Mahoniowe poręcze dziś nierozpoznające dotyku jej dłoni.
Strzepując niechciane myśli rozpoczęła metodyczne opróżnianie szafek. Półka po półce. Szuflada po szufladzie. Pokój po pokoju. Segregowała ubrania poukładane w perfekcyjną kostkę. Pakowała w worki. Komuś jeszcze posłużą. Komuś…nie Im.
Dławiący ucisk w piersiach.
Walizki napełniały się sacrum. Życiorysy ludzi zamknięte w dwóch walizkach i kilku workach. Niemożliwe…Nieprawdopodobne.
Teraz już tylko: książki, kasetki z niewiadomą zawartością, i zdjęcia.
Uchylonym oknem dobiegały głosy ulicy, szelesty kasztanowców potrząsanych wzmagającym się wiatrem. Strzępy rozmów przechodniów.
Południowe słońce rozgrzewało wnętrze, refleksami układając koronki światła na podłogach. Przemykało po serwisie kawowym, wlewając promienie w filiżanki rozstawione w meblowym witrażyku.
Plecy w nieustannym pochyleniu zaprotestowały bólem. Wystygła herbata znaczyła wnętrze kubka słojami…Swoistą klepsydrą czasu. Siadając w fotelu zapaliła papierosa. Dym pasemkami przetykał powietrze.
Nie lubili kiedy paliła, nie robiła tego przy Nich. Nawet gdy była już dojrzałą kobietą z własną rodziną i odrębnym życiem.
Zdusiła niedopałek.
Ujęła wiklinowe kasetki przenosząc się na wersalkę. Z poduszką wsuniętą pod plecy, podciągnęła nogi. Skrzyżowała, nakryła pledem tworząc powierzchnię, na którą wysypała zawartość pudełeczek.
Przesuwała drobiazgi starając się wejść w dialog z pamięcią.
Piaskowyguzik w kształcie piramidy, sprzączka o fantazyjnym kształcie, tęczowe skrzydło ze szklanej ważki, ukruszona muszelka, wsuwka do włosów z motylem. Jakieś zdjęcie, a właściwie jego fragment, przecięciem pozbawiony pełnej historii. Zapewne niechcianej.
Paciorki wspomnień.
Zasuszony dotyk nieba. Milczące media pól energetycznych. Psychotroniczne ślady zdarzeń zagubionych w czasoprzestrzeni. Czas przeszły dokonany wyparty bólem blokującym wspomnienia.
Przymknęła oczy pozwalając ciału wpaść w miękkość wersalki. Pled pachniał słodkimi śliwkami. Wsłuchana w modlitwę ciszy…do Nich, do siebie, miłością, przez miłość i dla miłości trwała w bezruchu trzy minuty, a może trzy godziny.
Ścienny zegar uwięziony w pustym śnie, milczał wiecznością chwili.
Głęboki zmierzch tęskniącą samotnością rozpostarł skrzydła nad koronami kasztanowców. Wysysał światło. Wdzierał w pokoje.
– Być tam, gdzie się nie jest, mieć to, czego się nie posiada, dotykać kogoś, kto nie istnieje – echem zabrzmiały słowa z ,,Domu dziennego, domu nocnego”.
Rozprostowała ścierpnięte nogi. Zaparzyła kawę, z albumami zdjęć wróciła w wersalkowe gniazdko.
Zdjęcia – wyschnięty potok pamięci w obrazach bez faktur, wypukłości, zamknięty okładkami albumów. Świat trocinowego misia, gałgankowych lalek ożywał. Nabierał głębi.

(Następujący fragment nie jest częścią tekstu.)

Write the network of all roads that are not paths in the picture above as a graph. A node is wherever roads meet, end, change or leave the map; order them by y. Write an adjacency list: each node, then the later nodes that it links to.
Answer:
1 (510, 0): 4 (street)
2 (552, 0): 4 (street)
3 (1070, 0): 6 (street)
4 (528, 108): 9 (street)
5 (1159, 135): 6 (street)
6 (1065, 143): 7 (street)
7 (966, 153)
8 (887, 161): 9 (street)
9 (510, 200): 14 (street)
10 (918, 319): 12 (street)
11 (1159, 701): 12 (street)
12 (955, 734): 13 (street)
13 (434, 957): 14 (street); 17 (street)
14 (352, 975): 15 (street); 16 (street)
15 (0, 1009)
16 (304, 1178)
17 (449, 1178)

Wylewał się na wyciągnięcie ręki. Każdą drobiną myśli wracały chwile, spojrzenia, gesty, słowa. Realny zapach, dotyk dłoni, wpatrzenie oczu, uwaga słuchania.

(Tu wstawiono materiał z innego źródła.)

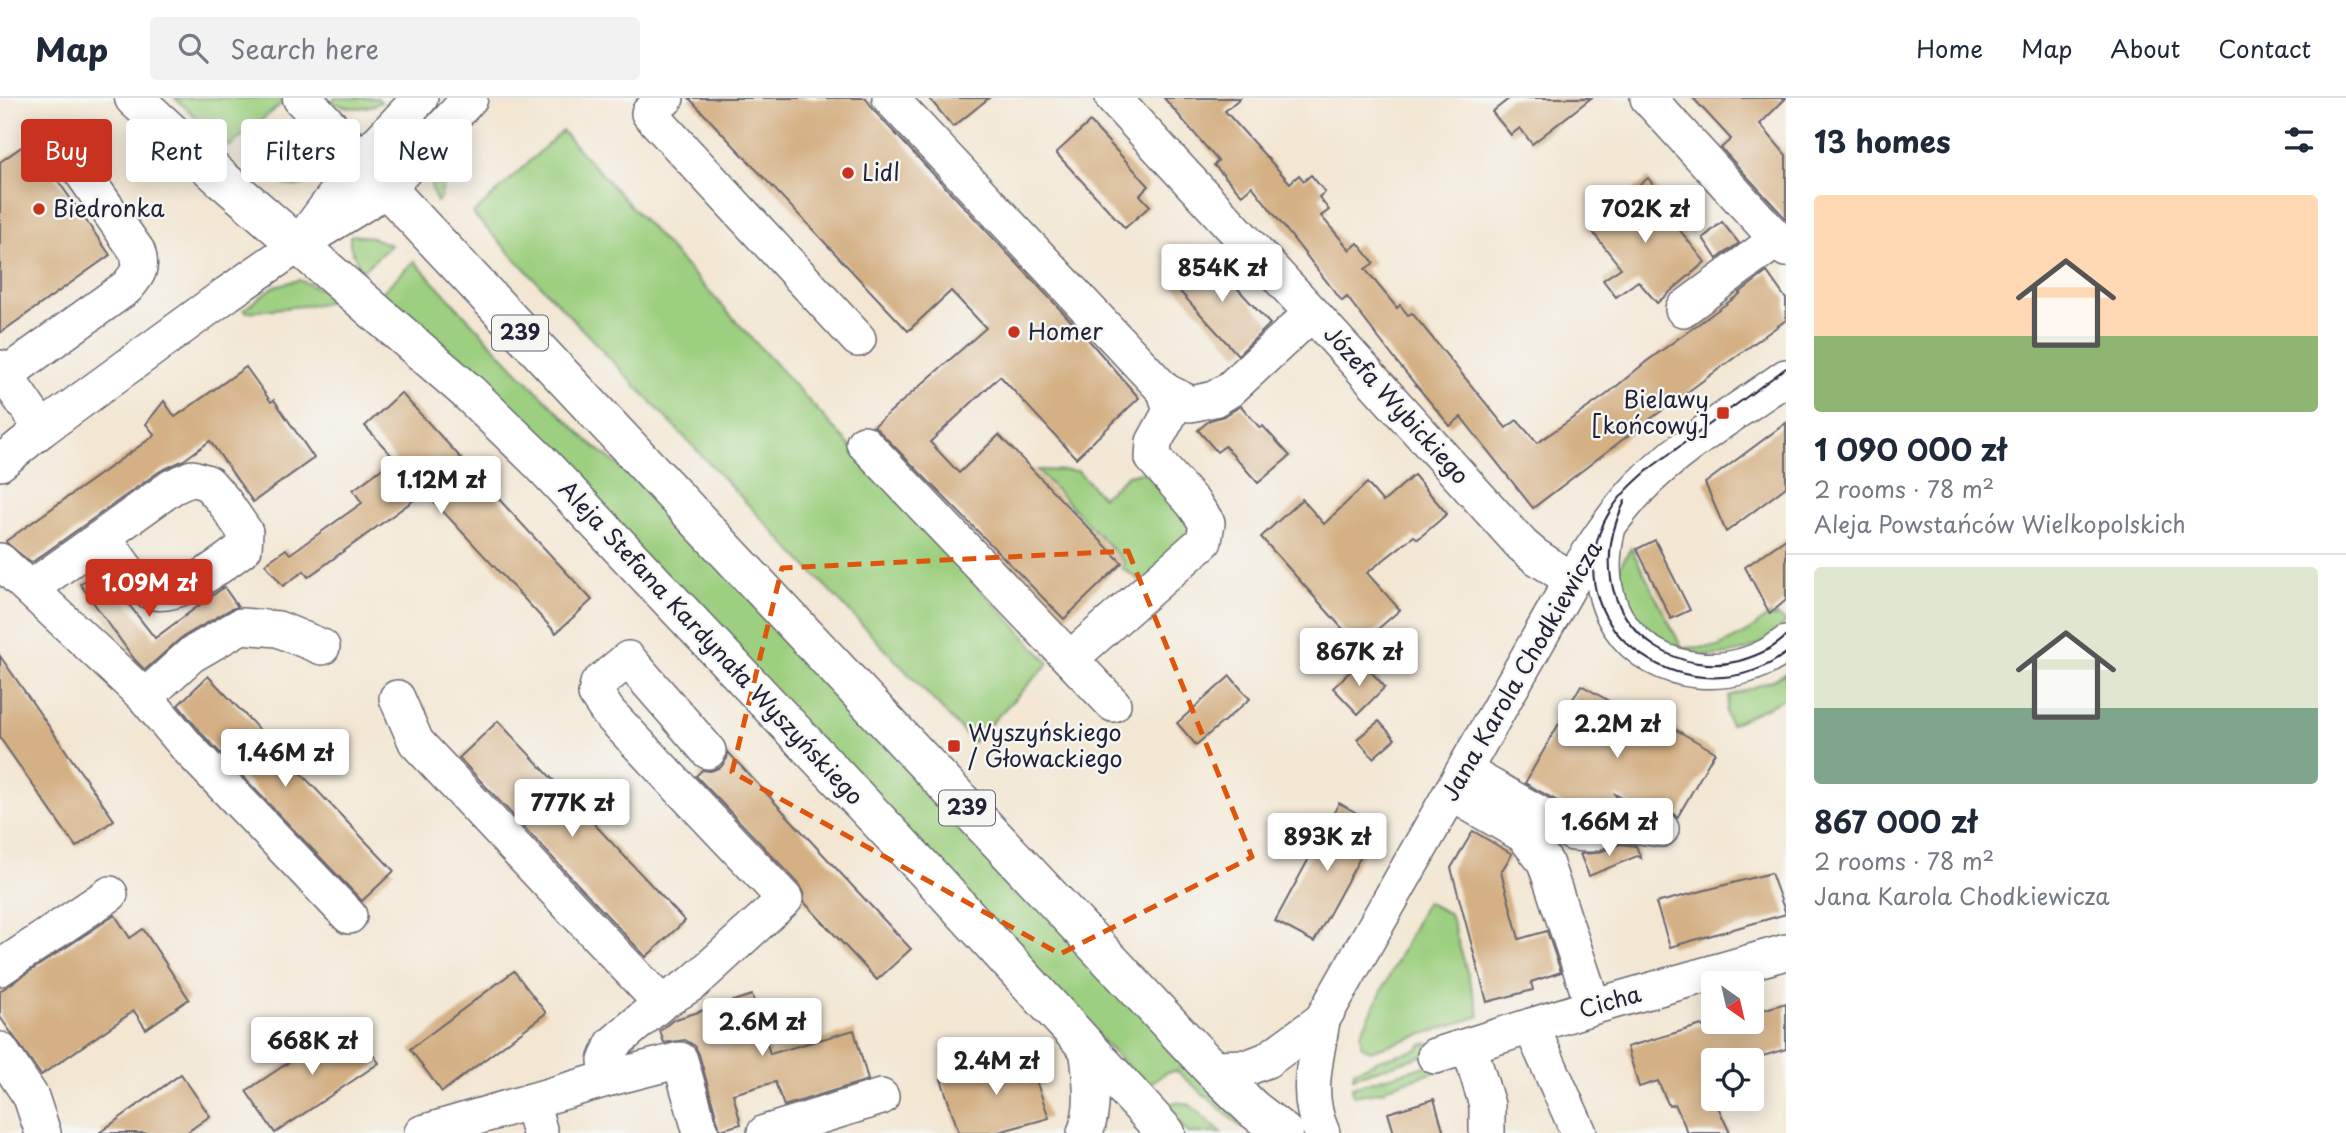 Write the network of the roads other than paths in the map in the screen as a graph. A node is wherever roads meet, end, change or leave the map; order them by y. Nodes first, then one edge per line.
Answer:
1 (134, 98) edge
2 (302, 98) edge
3 (420, 98) edge
4 (470, 98) edge
5 (890, 98) edge
6 (1113, 98) edge
7 (1648, 98) edge
8 (650, 103) edge
9 (321, 119) edge
10 (360, 162) joint
11 (89, 182) edge
12 (345, 182) edge
13 (386, 190) junction
14 (299, 244) junction
15 (1782, 244) edge
16 (1683, 309) dead end
17 (1312, 313) junction
18 (858, 340) dead end
19 (2, 371) edge
20 (1786, 377) edge
21 (1165, 391) junction
22 (42, 429) junction
23 (864, 443) dead end
24 (0, 463) edge
25 (1608, 524) junction
26 (104, 538) dead end
27 (0, 561) edge
28 (1572, 580) junction
29 (31, 588) junction
30 (1786, 644) edge
31 (323, 647) dead end
32 (1072, 658) junction
33 (145, 697) junction
34 (397, 698) dead end
35 (1113, 704) dead end
36 (708, 751) dead end
37 (1457, 782) junction
38 (1661, 829) dead end
39 (110, 894) dead end
40 (349, 916) dead end
41 (1786, 952) edge
42 (0, 968) edge
43 (1588, 991) dead end
44 (662, 1003) junction
45 (1322, 1020) junction
46 (1531, 1026) junction
47 (1087, 1046) junction
48 (1469, 1046) junction
49 (0, 1050) edge
50 (1435, 1056) dead end
51 (1211, 1068) junction
52 (610, 1078) junction
53 (881, 1097) dead end
54 (536, 1117) edge
55 (43, 1133) edge
56 (422, 1133) edge
57 (701, 1133) edge
58 (765, 1133) edge
59 (1086, 1133) edge
60 (1166, 1133) edge
61 (1284, 1133) edge
62 (1322, 1133) edge
63 (1487, 1133) edge
64 (1579, 1133) edge

1 - 14 main road, Aleja Stefana Kardynała Wyszyńskiego
2 - 9 main road, 239
3 - 10 street
4 - 13 street
5 - 21 street
6 - 17 street, Józefa Wybickiego
7 - 15 street
8 - 18 street
10 - 13 main road, 239
11 - 19 street
12 - 14 street
13 - 14 street
13 - 51 main road, 239
14 - 22 street
14 - 47 main road, Aleja Stefana Kardynała Wyszyńskiego
15 - 16 street
17 - 21 street
17 - 28 street, Józefa Wybickiego
19 - 22 street
20 - 25 street, Jana Karola Chodkiewicza
21 - 32 street
22 - 24 street
23 - 32 street
25 - 28 street, Jana Karola Chodkiewicza
25 - 30 street
26 - 29 street
27 - 29 street
28 - 37 street, Jana Karola Chodkiewicza
29 - 33 street
31 - 33 street
32 - 35 street
33 - 40 street
34 - 44 street
36 - 44 street
37 - 38 street
37 - 43 street
37 - 45 street, Jana Karola Chodkiewicza
39 - 42 street
41 - 46 street, Cicha
44 - 52 street
45 - 51 street, Jana Karola Chodkiewicza
45 - 62 street, Jana Karola Chodkiewicza
46 - 48 street, Cicha
46 - 64 street
47 - 59 street
47 - 60 main road, Aleja Stefana Kardynała Wyszyńskiego
48 - 50 street, Cicha
48 - 63 street
49 - 55 street
51 - 61 main road, 239
52 - 54 street
52 - 57 street
53 - 58 street
54 - 56 street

Rozpoczął opowieści guzik-piramida z maminej garsonki, fikuśna sprzączka z nielubianych sandałów, ważka upinająca jedwabną apaszkę, muszelka ze wspólnego wakacjowania nad morzem…

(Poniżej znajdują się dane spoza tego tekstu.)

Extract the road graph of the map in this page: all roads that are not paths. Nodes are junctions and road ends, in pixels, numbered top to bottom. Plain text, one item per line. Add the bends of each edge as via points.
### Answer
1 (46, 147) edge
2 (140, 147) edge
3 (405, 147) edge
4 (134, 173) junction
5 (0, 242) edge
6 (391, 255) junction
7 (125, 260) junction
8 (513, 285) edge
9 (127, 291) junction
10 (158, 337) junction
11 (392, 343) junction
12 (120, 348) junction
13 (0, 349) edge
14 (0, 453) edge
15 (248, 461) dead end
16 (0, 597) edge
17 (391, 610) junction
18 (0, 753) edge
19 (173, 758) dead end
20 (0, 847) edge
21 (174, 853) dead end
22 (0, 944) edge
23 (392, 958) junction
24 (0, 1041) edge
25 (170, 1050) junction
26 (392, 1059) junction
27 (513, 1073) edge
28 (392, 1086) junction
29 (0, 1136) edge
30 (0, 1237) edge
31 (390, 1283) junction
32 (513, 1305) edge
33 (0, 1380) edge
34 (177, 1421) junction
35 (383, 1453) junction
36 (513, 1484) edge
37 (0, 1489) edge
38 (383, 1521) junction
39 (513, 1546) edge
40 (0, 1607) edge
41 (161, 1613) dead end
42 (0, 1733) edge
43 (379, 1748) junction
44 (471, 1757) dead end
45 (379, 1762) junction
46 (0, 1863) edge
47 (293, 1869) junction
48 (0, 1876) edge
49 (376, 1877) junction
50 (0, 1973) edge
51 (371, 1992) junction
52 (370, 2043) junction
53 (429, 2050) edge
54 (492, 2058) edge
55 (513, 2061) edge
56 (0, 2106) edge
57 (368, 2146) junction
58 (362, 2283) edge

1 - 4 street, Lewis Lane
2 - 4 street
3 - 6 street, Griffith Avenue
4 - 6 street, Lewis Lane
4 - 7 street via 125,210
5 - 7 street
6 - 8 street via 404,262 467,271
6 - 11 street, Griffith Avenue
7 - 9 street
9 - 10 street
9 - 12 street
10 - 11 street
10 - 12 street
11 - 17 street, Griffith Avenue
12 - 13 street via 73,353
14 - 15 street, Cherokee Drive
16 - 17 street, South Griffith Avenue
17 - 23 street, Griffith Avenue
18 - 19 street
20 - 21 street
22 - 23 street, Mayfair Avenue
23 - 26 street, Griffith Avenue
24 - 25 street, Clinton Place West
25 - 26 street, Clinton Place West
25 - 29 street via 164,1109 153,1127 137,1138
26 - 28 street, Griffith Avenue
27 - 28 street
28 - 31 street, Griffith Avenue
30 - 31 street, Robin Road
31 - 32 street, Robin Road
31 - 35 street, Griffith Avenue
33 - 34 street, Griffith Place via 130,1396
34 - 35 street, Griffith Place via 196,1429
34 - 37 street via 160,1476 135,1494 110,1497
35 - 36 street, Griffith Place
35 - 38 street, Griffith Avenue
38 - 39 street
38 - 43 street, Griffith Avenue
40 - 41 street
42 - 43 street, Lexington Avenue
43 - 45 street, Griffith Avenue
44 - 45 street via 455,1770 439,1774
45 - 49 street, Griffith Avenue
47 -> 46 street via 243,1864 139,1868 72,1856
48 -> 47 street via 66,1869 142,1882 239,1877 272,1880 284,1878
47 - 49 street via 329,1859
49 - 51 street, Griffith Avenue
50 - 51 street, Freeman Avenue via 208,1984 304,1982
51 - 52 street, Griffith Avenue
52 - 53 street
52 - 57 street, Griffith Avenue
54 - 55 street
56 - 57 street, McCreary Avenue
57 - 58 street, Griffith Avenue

Nie, to nie fotoplastykon, gdzie spotykały się dwa światy przemykające obok, niezależnie. To realne istnienia ze wspólnym mianownikiem. Ciągłość tego kim była. Świadomość życia z jego bólem i ozdrowieniem, kruchością i przemijaniem, przeszłością i przyszłością, ale przede wszystkim jedynością źródła trwającego rytmem tych samych oddechów.
Tej nocy wiatr wiał cieplej. Dotykał łagodnością. Odwiecznie ten sam, wpadał w na oścież otwarte okno, przynosząc uspokojenie pozwalające zdefiniować nową przestrzeń akceptacji.